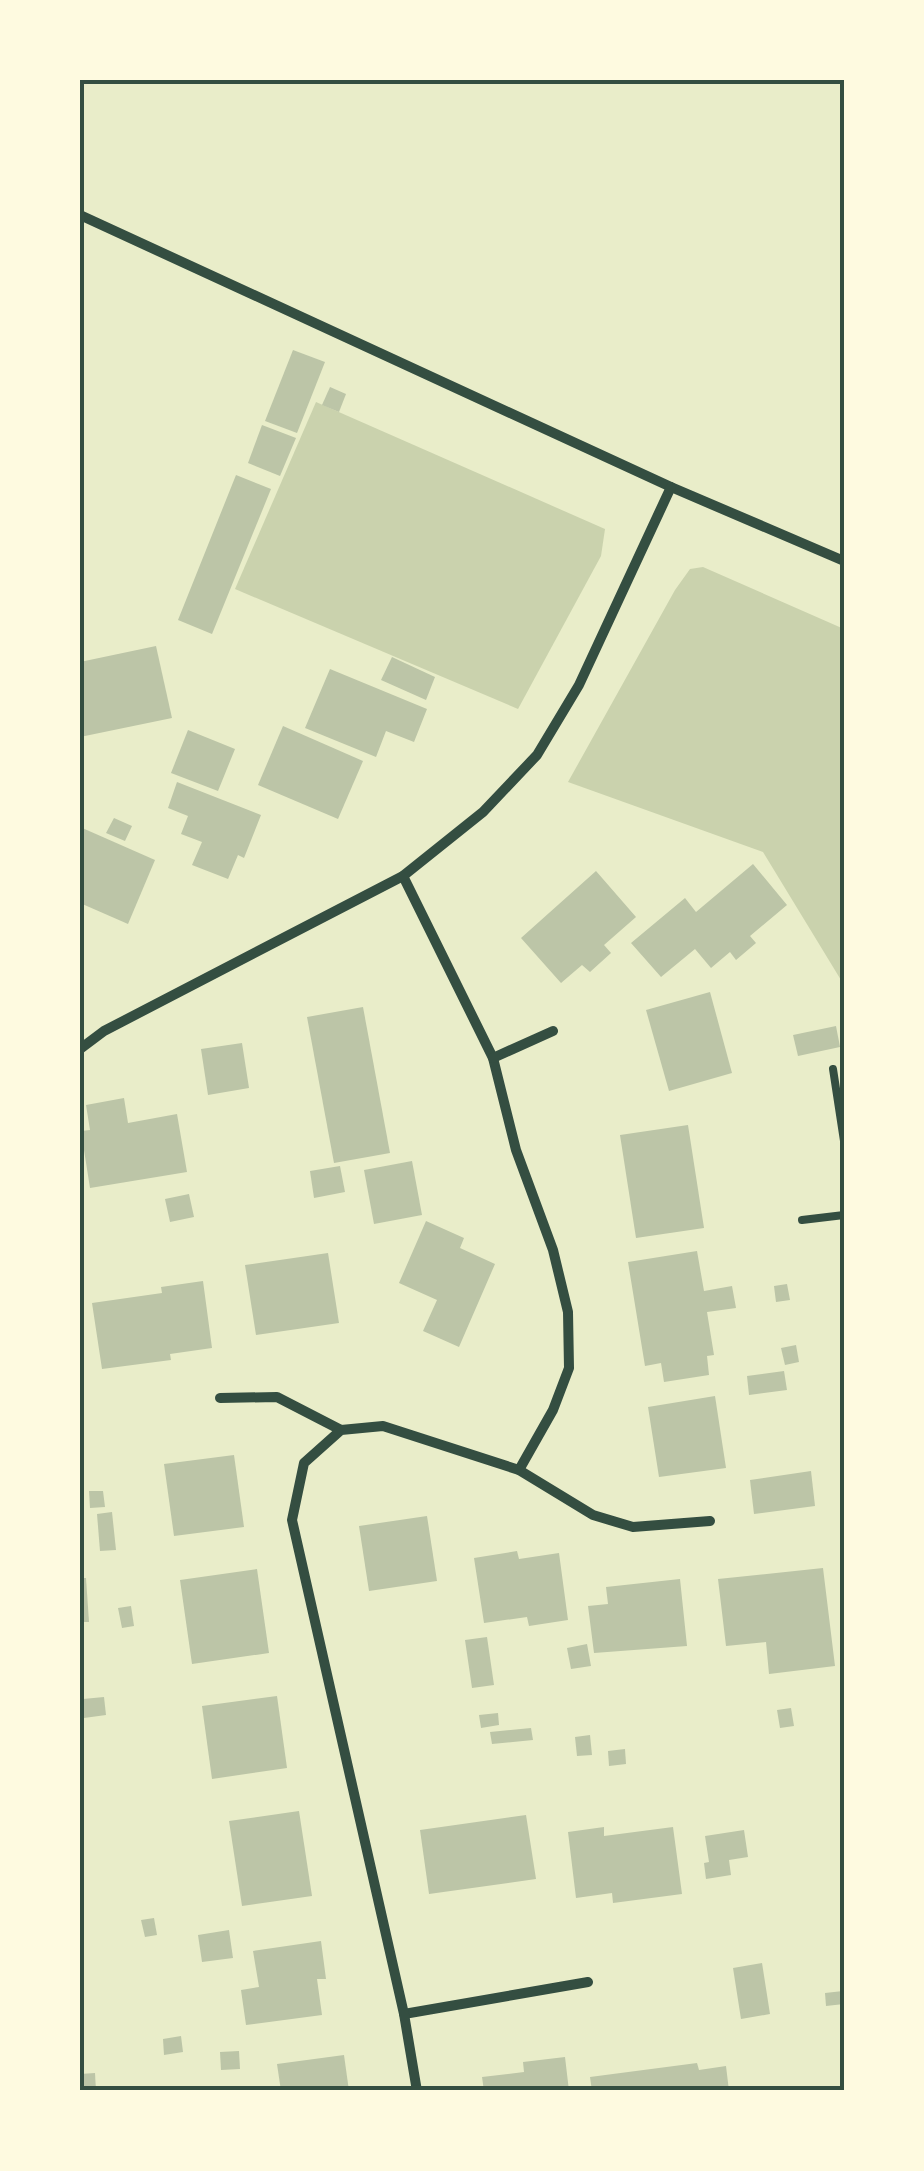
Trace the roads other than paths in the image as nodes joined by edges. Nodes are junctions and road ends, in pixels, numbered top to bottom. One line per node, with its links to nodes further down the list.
1 (80, 215): 2 (street)
2 (671, 487): 3 (street); 4 (street)
3 (844, 561)
4 (403, 876): 6 (street); 7 (street)
5 (552, 1031): 7 (street)
6 (80, 1049)
7 (492, 1058): 14 (street)
8 (832, 1069): 9 (lane)
9 (844, 1141)
10 (844, 1215): 11 (lane)
11 (802, 1220)
12 (220, 1398): 13 (street)
13 (341, 1430): 14 (street); 17 (street)
14 (519, 1470): 15 (street)
15 (710, 1521)
16 (588, 1982): 17 (street)
17 (404, 2014): 18 (street)
18 (416, 2091)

__TASK STATEMENT__.
For each record above, write it out exactly and omit any picture.

__RESPONSE BELOW__.
Trace the roads other than paths in the image as nodes joined by edges. Nodes are junctions and road ends, in pixels, numbered top to bottom. One line per node, with its links to nodes further down the list.
1 (80, 215): 2 (street)
2 (671, 487): 3 (street); 4 (street)
3 (844, 561)
4 (403, 876): 6 (street); 7 (street)
5 (552, 1031): 7 (street)
6 (80, 1049)
7 (492, 1058): 14 (street)
8 (832, 1069): 9 (lane)
9 (844, 1141)
10 (844, 1215): 11 (lane)
11 (802, 1220)
12 (220, 1398): 13 (street)
13 (341, 1430): 14 (street); 17 (street)
14 (519, 1470): 15 (street)
15 (710, 1521)
16 (588, 1982): 17 (street)
17 (404, 2014): 18 (street)
18 (416, 2091)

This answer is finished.